At CT scanning, a hiatal hernia may appear as a dilated distal esophagus, with or without air-fluid level in the lumen, or as displacement by the stomach of the paraesophageal line (28) (Fig. 15B).

Diverticula may be formed either by pulsion due to increased intraluminal esophageal pressure or by traction due to fibrosis in adjacent periesophageal tissue. Pulsion esophageal diverticula, which have a round contour and wide neck, consist only of mucosa, without a muscular layer. Traction diverticula, on the other hand, contain all layers of the esophageal wall, including muscle. Diverticula may be classified according to their location (29), the most common of which are the pharyngoesophageal junction (e.g. Zenker's diverticulum, pulsion type), the middle esophagus (mostly the traction type), and the distal esophagus just above the esophageal hiatus (e.g. epiphrenic diverticulum, pulsion type) (Fig. 17). Because their walls contain no muscle, pulsion diverticula tend to remain filled after the esophagus has emptied of barium. When the esophagus collapses, traction diverticula tend to empty.

Achalasia (megaesophagus) arises, in part, because relaxation at the lower esophageal sphincter level has failed to occur, and is partly due to the failure of organized peristalsis. Among the various causes of dilatation of the esophagus, including achalasia, inflammatory stenosis, progressive systemic sclerosis (PSS) and carcinoma, achalasia causes the most severe generalized dilatation. Its symptoms include dysphasia, pain on swallowing, and chronic cough and recurrent pneumonia due to aspiration. Esophagography reveals, typically, that the lower end of the esophagus has a smooth, tapered, beak-like appearance at the level of the esophageal hiatus (Fig. 18A). According to Rabushka et al. (30), who retrospectively reviewed the CT scans of nine achalasia patients, CT demonstrated moderate to marked esophageal dilatation (mean diameter : 4.35 cm at the carinal level), but normal wall thickness (Fig. 18B). Complications in patients with proven achalasia included pulmonary aspiration (three), secondary carcinoma (one), and iatrogenic esophageal perforation (one). It has been reported that secondary esophageal cancer develops in 2-7% of patients with longstanding achalasia (31). Routine CT may not be indicated, but in complicated cases may be invaluable in confirming the diagnosis or in detecting atypical features that may indicate the presence of other diseases or superimposed benign or malignant processes.

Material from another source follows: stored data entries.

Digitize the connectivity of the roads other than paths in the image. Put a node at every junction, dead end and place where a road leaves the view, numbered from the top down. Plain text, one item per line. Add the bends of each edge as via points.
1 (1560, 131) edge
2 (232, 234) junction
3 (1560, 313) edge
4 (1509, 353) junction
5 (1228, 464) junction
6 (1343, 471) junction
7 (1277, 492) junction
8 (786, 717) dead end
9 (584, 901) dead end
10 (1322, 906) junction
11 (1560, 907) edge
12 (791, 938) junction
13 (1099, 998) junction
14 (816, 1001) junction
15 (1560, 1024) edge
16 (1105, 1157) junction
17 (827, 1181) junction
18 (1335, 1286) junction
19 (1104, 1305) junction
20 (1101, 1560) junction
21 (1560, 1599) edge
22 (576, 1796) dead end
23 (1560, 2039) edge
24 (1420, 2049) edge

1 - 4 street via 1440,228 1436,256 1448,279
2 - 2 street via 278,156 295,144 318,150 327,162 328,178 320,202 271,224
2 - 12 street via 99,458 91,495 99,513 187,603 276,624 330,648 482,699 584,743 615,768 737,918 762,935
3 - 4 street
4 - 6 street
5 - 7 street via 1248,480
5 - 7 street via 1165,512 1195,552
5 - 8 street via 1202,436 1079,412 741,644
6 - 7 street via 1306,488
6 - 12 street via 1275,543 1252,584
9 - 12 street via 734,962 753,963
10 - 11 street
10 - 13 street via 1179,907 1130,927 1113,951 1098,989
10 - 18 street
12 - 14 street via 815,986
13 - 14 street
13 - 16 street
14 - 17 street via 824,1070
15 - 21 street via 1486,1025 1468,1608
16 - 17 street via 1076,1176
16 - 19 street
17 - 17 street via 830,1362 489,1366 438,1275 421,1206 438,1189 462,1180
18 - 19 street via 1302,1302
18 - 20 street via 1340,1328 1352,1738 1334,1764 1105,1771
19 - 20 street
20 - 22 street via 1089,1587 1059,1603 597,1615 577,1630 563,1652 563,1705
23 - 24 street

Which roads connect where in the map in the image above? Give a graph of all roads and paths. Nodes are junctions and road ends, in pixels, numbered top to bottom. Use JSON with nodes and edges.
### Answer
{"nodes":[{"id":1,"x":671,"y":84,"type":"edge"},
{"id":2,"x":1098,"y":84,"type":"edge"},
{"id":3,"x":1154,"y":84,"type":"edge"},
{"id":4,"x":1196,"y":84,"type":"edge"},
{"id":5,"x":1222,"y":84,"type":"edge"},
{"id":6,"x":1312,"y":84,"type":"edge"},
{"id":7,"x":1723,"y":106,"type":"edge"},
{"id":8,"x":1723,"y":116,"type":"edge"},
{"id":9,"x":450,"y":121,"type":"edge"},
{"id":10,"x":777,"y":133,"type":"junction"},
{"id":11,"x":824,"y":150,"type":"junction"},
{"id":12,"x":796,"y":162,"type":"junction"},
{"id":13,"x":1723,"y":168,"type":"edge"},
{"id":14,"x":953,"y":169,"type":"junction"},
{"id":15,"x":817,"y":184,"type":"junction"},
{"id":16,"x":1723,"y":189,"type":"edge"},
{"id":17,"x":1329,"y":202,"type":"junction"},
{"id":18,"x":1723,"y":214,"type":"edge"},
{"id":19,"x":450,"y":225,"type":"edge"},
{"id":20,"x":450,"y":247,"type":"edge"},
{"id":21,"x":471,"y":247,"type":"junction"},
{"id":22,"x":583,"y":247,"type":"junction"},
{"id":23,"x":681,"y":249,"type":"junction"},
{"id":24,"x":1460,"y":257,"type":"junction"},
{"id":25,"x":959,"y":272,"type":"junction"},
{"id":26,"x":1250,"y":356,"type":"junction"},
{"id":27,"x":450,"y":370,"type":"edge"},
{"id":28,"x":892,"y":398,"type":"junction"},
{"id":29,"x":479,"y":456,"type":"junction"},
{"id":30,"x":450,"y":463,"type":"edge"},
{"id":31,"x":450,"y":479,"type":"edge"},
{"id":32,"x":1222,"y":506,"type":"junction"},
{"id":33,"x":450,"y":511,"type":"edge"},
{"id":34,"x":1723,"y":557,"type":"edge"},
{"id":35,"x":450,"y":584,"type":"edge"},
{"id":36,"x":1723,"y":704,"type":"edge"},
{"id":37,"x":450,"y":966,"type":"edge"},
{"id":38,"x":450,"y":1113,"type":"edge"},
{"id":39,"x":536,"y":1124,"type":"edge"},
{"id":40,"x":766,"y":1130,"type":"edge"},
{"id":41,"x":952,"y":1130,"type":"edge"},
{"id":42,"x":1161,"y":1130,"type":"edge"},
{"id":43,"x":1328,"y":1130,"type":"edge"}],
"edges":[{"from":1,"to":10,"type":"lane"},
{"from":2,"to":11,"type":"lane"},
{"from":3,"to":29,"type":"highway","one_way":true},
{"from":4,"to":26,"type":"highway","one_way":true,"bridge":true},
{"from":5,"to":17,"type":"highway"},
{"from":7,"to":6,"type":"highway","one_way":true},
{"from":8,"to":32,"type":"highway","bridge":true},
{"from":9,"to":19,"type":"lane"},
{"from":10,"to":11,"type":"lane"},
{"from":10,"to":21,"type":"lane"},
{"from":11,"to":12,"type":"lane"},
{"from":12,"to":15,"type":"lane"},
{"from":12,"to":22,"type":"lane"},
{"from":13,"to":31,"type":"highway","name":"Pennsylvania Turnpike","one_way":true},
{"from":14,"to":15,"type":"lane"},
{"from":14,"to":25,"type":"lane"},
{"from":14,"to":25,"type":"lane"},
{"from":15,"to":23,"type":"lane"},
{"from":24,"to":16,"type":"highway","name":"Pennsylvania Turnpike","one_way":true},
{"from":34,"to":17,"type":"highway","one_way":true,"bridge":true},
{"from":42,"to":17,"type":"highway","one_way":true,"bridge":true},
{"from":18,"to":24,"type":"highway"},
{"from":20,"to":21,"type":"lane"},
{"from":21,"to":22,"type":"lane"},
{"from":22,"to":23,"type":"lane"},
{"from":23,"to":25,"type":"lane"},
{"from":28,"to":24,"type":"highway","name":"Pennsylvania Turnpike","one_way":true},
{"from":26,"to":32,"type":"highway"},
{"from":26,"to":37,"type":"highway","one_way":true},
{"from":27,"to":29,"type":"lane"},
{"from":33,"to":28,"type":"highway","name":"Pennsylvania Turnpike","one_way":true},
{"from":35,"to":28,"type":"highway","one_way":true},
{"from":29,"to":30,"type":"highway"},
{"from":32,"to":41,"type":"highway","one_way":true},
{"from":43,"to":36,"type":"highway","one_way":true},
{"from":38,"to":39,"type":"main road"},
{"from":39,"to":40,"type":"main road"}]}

In patients with underlying hepatic disease, the most common cause of esophageal and paraesophageal varices is portal hypertension, which leads to hepatofugal venous flow within esophageal or paraesophageal collateral vessels. Downhill varices associated with superior vena caval obstruction have also been reported (32). CT is useful in demonstrating the presence and extent of varices (33, 34) (Fig. 19), the appearance of which varies according to the severity and extent of the disease. At unenhanced CT, thickening of the esophageal walls may be visible, which enhanced CT reveals enhancing structures within the esophageal wall or periesophageal region (33, 34).